[WHAT IS REQUIRED] Filter the entries beneath this task, copying only the lines that hold the word "graph".
═════ RECORDS SHOWN ═════
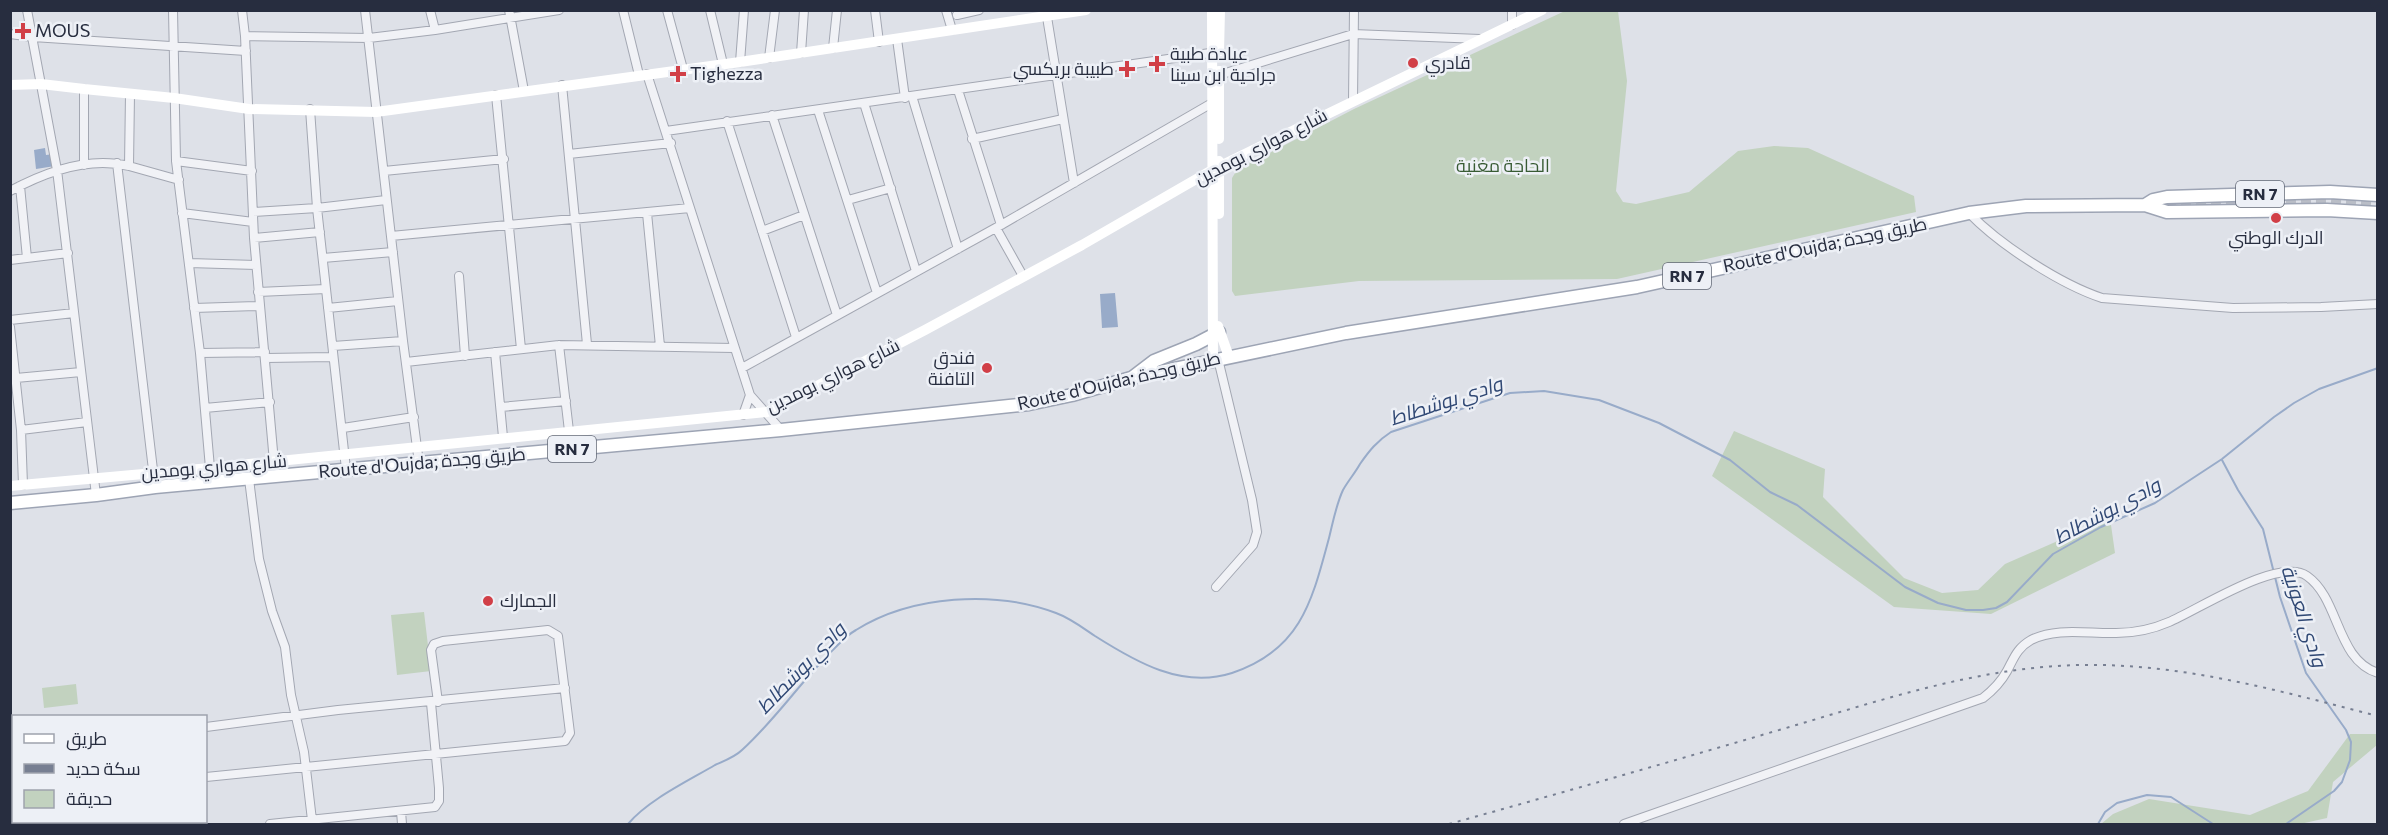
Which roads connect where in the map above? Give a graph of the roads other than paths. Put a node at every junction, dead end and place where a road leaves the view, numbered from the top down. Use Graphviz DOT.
graph roads {
  1 [pos="27,10"];
  2 [pos="173,10"];
  3 [pos="242,10"];
  4 [pos="365,10"];
  5 [pos="430,10"];
  6 [pos="559,10"];
  7 [pos="623,10"];
  8 [pos="667,10"];
  9 [pos="710,10"];
  10 [pos="744,10"];
  11 [pos="775,10"];
  12 [pos="804,10"];
  13 [pos="837,10"];
  14 [pos="874,10"];
  15 [pos="946,10"];
  16 [pos="979,10"];
  17 [pos="1086,10"];
  18 [pos="1212,10"];
  19 [pos="1220,10"];
  20 [pos="1354,10"];
  21 [pos="1512,10"];
  22 [pos="1542,10"];
  23 [pos="1072,12"];
  24 [pos="959,13"];
  25 [pos="510,15"];
  26 [pos="1047,17"];
  27 [pos="950,25"];
  28 [pos="1512,25"];
  29 [pos="435,30"];
  30 [pos="10,34"];
  31 [pos="1353,34"];
  32 [pos="245,36"];
  33 [pos="33,37"];
  34 [pos="369,38"];
  35 [pos="897,39"];
  36 [pos="1485,39"];
  37 [pos="879,42"];
  38 [pos="174,46"];
  39 [pos="833,48"];
  40 [pos="246,51"];
  41 [pos="1215,52"];
  42 [pos="801,53"];
  43 [pos="769,58"];
  44 [pos="740,62"];
  45 [pos="723,64"];
  46 [pos="683,69"];
  47 [pos="643,74"];
  48 [pos="1057,75"];
  49 [pos="1219,75"];
  50 [pos="41,84"];
  51 [pos="10,85"];
  52 [pos="562,85"];
  53 [pos="84,89"];
  54 [pos="957,90"];
  55 [pos="524,91"];
  56 [pos="130,94"];
  57 [pos="496,95"];
  58 [pos="908,97"];
  59 [pos="174,98"];
  60 [pos="1353,100"];
  61 [pos="864,103"];
  62 [pos="1212,103"];
  63 [pos="249,109"];
  64 [pos="310,110"];
  65 [pos="818,110"];
  66 [pos="376,111"];
  67 [pos="772,115"];
  68 [pos="1063,119"];
  69 [pos="728,121"];
  70 [pos="666,131"];
  71 [pos="972,139"];
  72 [pos="670,143"];
  73 [pos="569,154"];
  74 [pos="504,159"];
  75 [pos="176,161"];
  76 [pos="117,163"];
  77 [pos="84,165"];
  78 [pos="129,166"];
  79 [pos="1216,168"];
  80 [pos="57,170"];
  81 [pos="252,171"];
  82 [pos="384,171"];
  83 [pos="178,180"];
  84 [pos="1074,183"];
  85 [pos="13,188"];
  86 [pos="891,188"];
  87 [pos="2378,195"];
  88 [pos="386,200"];
  89 [pos="848,200"];
  90 [pos="2145,205"];
  91 [pos="317,208"];
  92 [pos="690,208"];
  93 [pos="253,212"];
  94 [pos="182,213"];
  95 [pos="646,213"];
  96 [pos="1969,213"];
  97 [pos="2374,214"];
  98 [pos="804,215"];
  99 [pos="574,219"];
  100 [pos="254,222"];
  101 [pos="509,224"];
  102 [pos="999,226"];
  103 [pos="762,231"];
  104 [pos="320,232"];
  105 [pos="391,236"];
  106 [pos="254,238"];
  107 [pos="958,249"];
  108 [pos="393,252"];
  109 [pos="68,253"];
  110 [pos="27,258"];
  111 [pos="323,258"];
  112 [pos="10,260"];
  113 [pos="189,263"];
  114 [pos="256,265"];
  115 [pos="916,271"];
  116 [pos="459,276"];
  117 [pos="1023,276"];
  118 [pos="326,289"];
  119 [pos="258,292"];
  120 [pos="878,293"];
  121 [pos="398,301"];
  122 [pos="2378,304"];
  123 [pos="260,306"];
  124 [pos="194,308"];
  125 [pos="328,308"];
  126 [pos="74,313"];
  127 [pos="837,315"];
  128 [pos="10,320"];
  129 [pos="10,327"];
  130 [pos="1215,334"];
  131 [pos="796,337"];
  132 [pos="403,340"];
  133 [pos="587,344"];
  134 [pos="559,345"];
  135 [pos="333,346"];
  136 [pos="660,346"];
  137 [pos="734,348"];
  138 [pos="521,349"];
  139 [pos="495,352"];
  140 [pos="200,353"];
  141 [pos="265,355"];
  142 [pos="465,356"];
  143 [pos="333,357"];
  144 [pos="1220,359"];
  145 [pos="406,362"];
  146 [pos="741,368"];
  147 [pos="81,372"];
  148 [pos="16,378"];
  149 [pos="1131,378"];
  150 [pos="750,395"];
  151 [pos="566,400"];
  152 [pos="270,402"];
  153 [pos="501,407"];
  154 [pos="205,408"];
  155 [pos="767,411"];
  156 [pos="743,415"];
  157 [pos="414,417"];
  158 [pos="87,422"];
  159 [pos="343,428"];
  160 [pos="21,430"];
  161 [pos="781,430"];
  162 [pos="570,431"];
  163 [pos="503,437"];
  164 [pos="417,447"];
  165 [pos="345,455"];
  166 [pos="274,462"];
  167 [pos="419,463"];
  168 [pos="210,468"];
  169 [pos="346,470"];
  170 [pos="152,473"];
  171 [pos="94,478"];
  172 [pos="249,479"];
  173 [pos="23,485"];
  174 [pos="10,486"];
  175 [pos="155,487"];
  176 [pos="96,495"];
  177 [pos="10,503"];
  178 [pos="1216,587"];
  179 [pos="2378,673"];
  180 [pos="565,688"];
  181 [pos="434,702"];
  182 [pos="296,716"];
  183 [pos="207,727"];
  184 [pos="436,754"];
  185 [pos="306,768"];
  186 [pos="207,777"];
  187 [pos="401,811"];
  188 [pos="312,820"];
  189 [pos="270,825"];
  190 [pos="402,825"];
  191 [pos="1624,825"];
  1 -- 33 [label="street"];
  2 -- 38 [label="street"];
  3 -- 32 [label="street"];
  4 -- 34 [label="street"];
  5 -- 29 [label="street"];
  6 -- 25 [label="street"];
  7 -- 47 [label="street"];
  8 -- 46 [label="street"];
  9 -- 45 [label="street"];
  10 -- 44 [label="street"];
  11 -- 43 [label="street"];
  12 -- 42 [label="street"];
  13 -- 39 [label="street"];
  14 -- 37 [label="street"];
  15 -- 27 [label="street"];
  16 -- 24 [label="street"];
  17 -- 23 [label="street"];
  18 -- 41 [label="street"];
  19 -- 41 [label="street"];
  20 -- 31 [label="street"];
  21 -- 28 [label="street"];
  22 -- 28 [label="street, شارع هواري بومدين"];
  23 -- 26 [label="street"];
  24 -- 27 [label="street"];
  25 -- 29 [label="street"];
  25 -- 55 [label="street"];
  26 -- 27 [label="street"];
  26 -- 48 [label="street"];
  27 -- 35 [label="street"];
  28 -- 36 [label="street, شارع هواري بومدين"];
  29 -- 34 [label="street"];
  30 -- 33 [label="street"];
  31 -- 36 [label="street"];
  31 -- 49 [label="street"];
  31 -- 60 [label="street"];
  32 -- 34 [label="street"];
  32 -- 40 [label="street"];
  33 -- 38 [label="street"];
  33 -- 50 [label="street"];
  34 -- 66 [label="street"];
  35 -- 37 [label="street"];
  35 -- 58 [label="street"];
  36 -- 60 [label="street, شارع هواري بومدين"];
  37 -- 39 [label="street"];
  38 -- 40 [label="street"];
  38 -- 59 [label="street"];
  39 -- 42 [label="street"];
  40 -- 63 [label="street"];
  41 -- 48 [label="street"];
  41 -- 49 [label="street"];
  41 -- 62 [label="street"];
  42 -- 43 [label="street"];
  43 -- 44 [label="street"];
  44 -- 45 [label="street"];
  45 -- 46 [label="street"];
  46 -- 47 [label="street"];
  47 -- 52 [label="street"];
  47 -- 70 [label="street"];
  48 -- 54 [label="street"];
  48 -- 68 [label="street"];
  49 -- 79 [label="street"];
  50 -- 51 [label="street"];
  50 -- 53 [label="street"];
  50 -- 80 [label="street"];
  52 -- 55 [label="street"];
  52 -- 73 [label="street"];
  53 -- 56 [label="street"];
  53 -- 77 [label="street"];
  54 -- 58 [label="street"];
  54 -- 71 [label="street"];
  55 -- 57 [label="street"];
  56 -- 59 [label="street"];
  56 -- 78 [label="street"];
  57 -- 66 [label="street"];
  57 -- 74 [label="street"];
  58 -- 61 [label="street"];
  58 -- 107 [label="street"];
  59 -- 63 [label="street"];
  59 -- 75 [label="street"];
  60 -- 79 [label="street, شارع هواري بومدين"];
  61 -- 65 [label="street"];
  61 -- 86 [label="street"];
  62 -- 79 [label="street"];
  62 -- 84 [label="street"];
  63 -- 64 [label="street"];
  63 -- 81 [label="street"];
  64 -- 66 [label="street"];
  64 -- 91 [label="street"];
  65 -- 67 [label="street"];
  65 -- 89 [label="street"];
  66 -- 82 [label="street"];
  67 -- 69 [label="street"];
  67 -- 98 [label="street"];
  68 -- 71 [label="street"];
  68 -- 84 [label="street"];
  69 -- 70 [label="street"];
  69 -- 103 [label="street"];
  70 -- 72 [label="street"];
  71 -- 102 [label="street"];
  72 -- 73 [label="street"];
  72 -- 92 [label="street"];
  73 -- 99 [label="street"];
  74 -- 82 [label="street"];
  74 -- 101 [label="street"];
  75 -- 81 [label="street"];
  75 -- 83 [label="street"];
  76 -- 77 [label="street"];
  76 -- 78 [label="street"];
  76 -- 170 [label="street"];
  77 -- 80 [label="street"];
  78 -- 83 [label="street"];
  79 -- 117 [label="street, شارع هواري بومدين"];
  79 -- 130 [label="street"];
  80 -- 85 [label="street"];
  80 -- 109 [label="street"];
  81 -- 93 [label="street"];
  82 -- 88 [label="street"];
  83 -- 94 [label="street"];
  84 -- 102 [label="street"];
  85 -- 110 [label="street"];
  86 -- 89 [label="street"];
  86 -- 115 [label="street"];
  87 -- 90 [label="main road, Route d'Oujda; طريق وجدة / RN 7"];
  88 -- 91 [label="street"];
  88 -- 105 [label="street"];
  89 -- 120 [label="street"];
  90 -- 96 [label="main road, Route d'Oujda; طريق وجدة / RN 7"];
  90 -- 97 [label="main road, Route d'Oujda; طريق وجدة / RN 7"];
  91 -- 93 [label="street"];
  91 -- 104 [label="street"];
  92 -- 95 [label="street"];
  92 -- 137 [label="street"];
  93 -- 100 [label="street"];
  94 -- 100 [label="street"];
  94 -- 113 [label="street"];
  95 -- 99 [label="street"];
  95 -- 136 [label="street"];
  96 -- 122 [label="street"];
  96 -- 144 [label="main road, Route d'Oujda; طريق وجدة / RN 7"];
  98 -- 103 [label="street"];
  98 -- 127 [label="street"];
  99 -- 101 [label="street"];
  99 -- 133 [label="street"];
  100 -- 106 [label="street"];
  101 -- 105 [label="street"];
  101 -- 138 [label="street"];
  102 -- 107 [label="street"];
  102 -- 117 [label="street"];
  103 -- 131 [label="street"];
  104 -- 106 [label="street"];
  104 -- 111 [label="street"];
  105 -- 108 [label="street"];
  106 -- 114 [label="street"];
  107 -- 115 [label="street"];
  108 -- 111 [label="street"];
  108 -- 121 [label="street"];
  109 -- 110 [label="street"];
  109 -- 126 [label="street"];
  110 -- 112 [label="street"];
  111 -- 118 [label="street"];
  113 -- 114 [label="street"];
  113 -- 124 [label="street"];
  114 -- 119 [label="street"];
  115 -- 120 [label="street"];
  116 -- 142 [label="street"];
  117 -- 155 [label="street, شارع هواري بومدين"];
  118 -- 119 [label="street"];
  118 -- 125 [label="street"];
  119 -- 123 [label="street"];
  120 -- 127 [label="street"];
  121 -- 125 [label="street"];
  121 -- 132 [label="street"];
  123 -- 124 [label="street"];
  123 -- 141 [label="street"];
  124 -- 140 [label="street"];
  125 -- 135 [label="street"];
  126 -- 128 [label="street"];
  126 -- 147 [label="street"];
  127 -- 131 [label="street"];
  129 -- 148 [label="street"];
  130 -- 144 [label="street"];
  130 -- 144 [label="street"];
  130 -- 149 [label="main road"];
  131 -- 146 [label="street"];
  132 -- 135 [label="street"];
  132 -- 145 [label="street"];
  133 -- 134 [label="street"];
  133 -- 136 [label="street"];
  134 -- 138 [label="street"];
  134 -- 151 [label="street"];
  135 -- 143 [label="street"];
  136 -- 137 [label="street"];
  137 -- 146 [label="street"];
  138 -- 139 [label="street"];
  139 -- 142 [label="street"];
  139 -- 153 [label="street"];
  140 -- 141 [label="street"];
  140 -- 154 [label="street"];
  141 -- 143 [label="street"];
  141 -- 152 [label="street"];
  142 -- 145 [label="street"];
  143 -- 159 [label="street"];
  144 -- 149 [label="main road, Route d'Oujda; طريق وجدة / RN 7"];
  144 -- 178 [label="street"];
  145 -- 157 [label="street"];
  146 -- 150 [label="street"];
  147 -- 148 [label="street"];
  147 -- 158 [label="street"];
  148 -- 160 [label="street"];
  149 -- 161 [label="main road, Route d'Oujda; طريق وجدة / RN 7"];
  150 -- 155 [label="street"];
  150 -- 156 [label="street"];
  151 -- 153 [label="street"];
  151 -- 162 [label="street"];
  152 -- 154 [label="street"];
  152 -- 166 [label="street"];
  153 -- 163 [label="street"];
  154 -- 168 [label="street"];
  155 -- 156 [label="street, شارع هواري بومدين"];
  155 -- 161 [label="street"];
  156 -- 162 [label="street, شارع هواري بومدين"];
  157 -- 159 [label="street"];
  157 -- 164 [label="street"];
  158 -- 160 [label="street"];
  158 -- 171 [label="street"];
  159 -- 165 [label="street"];
  160 -- 173 [label="street"];
  161 -- 167 [label="main road, Route d'Oujda; طريق وجدة / RN 7"];
  162 -- 163 [label="street, شارع هواري بومدين"];
  163 -- 164 [label="street, شارع هواري بومدين"];
  164 -- 165 [label="street, شارع هواري بومدين"];
  164 -- 167 [label="street"];
  165 -- 166 [label="street, شارع هواري بومدين"];
  165 -- 169 [label="street"];
  166 -- 168 [label="street, شارع هواري بومدين"];
  167 -- 169 [label="main road, Route d'Oujda; طريق وجدة / RN 7"];
  168 -- 170 [label="street, شارع هواري بومدين"];
  169 -- 172 [label="main road, Route d'Oujda; طريق وجدة / RN 7"];
  170 -- 171 [label="street, شارع هواري بومدين"];
  170 -- 175 [label="street"];
  171 -- 173 [label="street, شارع هواري بومدين"];
  171 -- 176 [label="street"];
  172 -- 175 [label="main road, Route d'Oujda; طريق وجدة / RN 7"];
  172 -- 182 [label="street"];
  173 -- 174 [label="street, شارع هواري بومدين"];
  175 -- 176 [label="main road, Route d'Oujda; طريق وجدة / RN 7"];
  176 -- 177 [label="main road, Route d'Oujda; طريق وجدة / RN 7"];
  179 -- 191 [label="street"];
  180 -- 181 [label="street"];
  180 -- 181 [label="street"];
  180 -- 184 [label="street"];
  181 -- 182 [label="street"];
  181 -- 184 [label="street"];
  182 -- 183 [label="street"];
  182 -- 185 [label="street"];
  184 -- 185 [label="street"];
  184 -- 187 [label="street"];
  185 -- 186 [label="street"];
  185 -- 188 [label="street"];
  187 -- 188 [label="street"];
  187 -- 190 [label="street"];
  188 -- 189 [label="street"];
}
═════
[OUTPUT FOR THIS EXERCISE]
Which roads connect where in the map above? Give a graph of the roads other than paths. Put a node at every junction, dead end and place where a road leaves the view, numbered from the top down. Use Graphviz DOT.
graph roads {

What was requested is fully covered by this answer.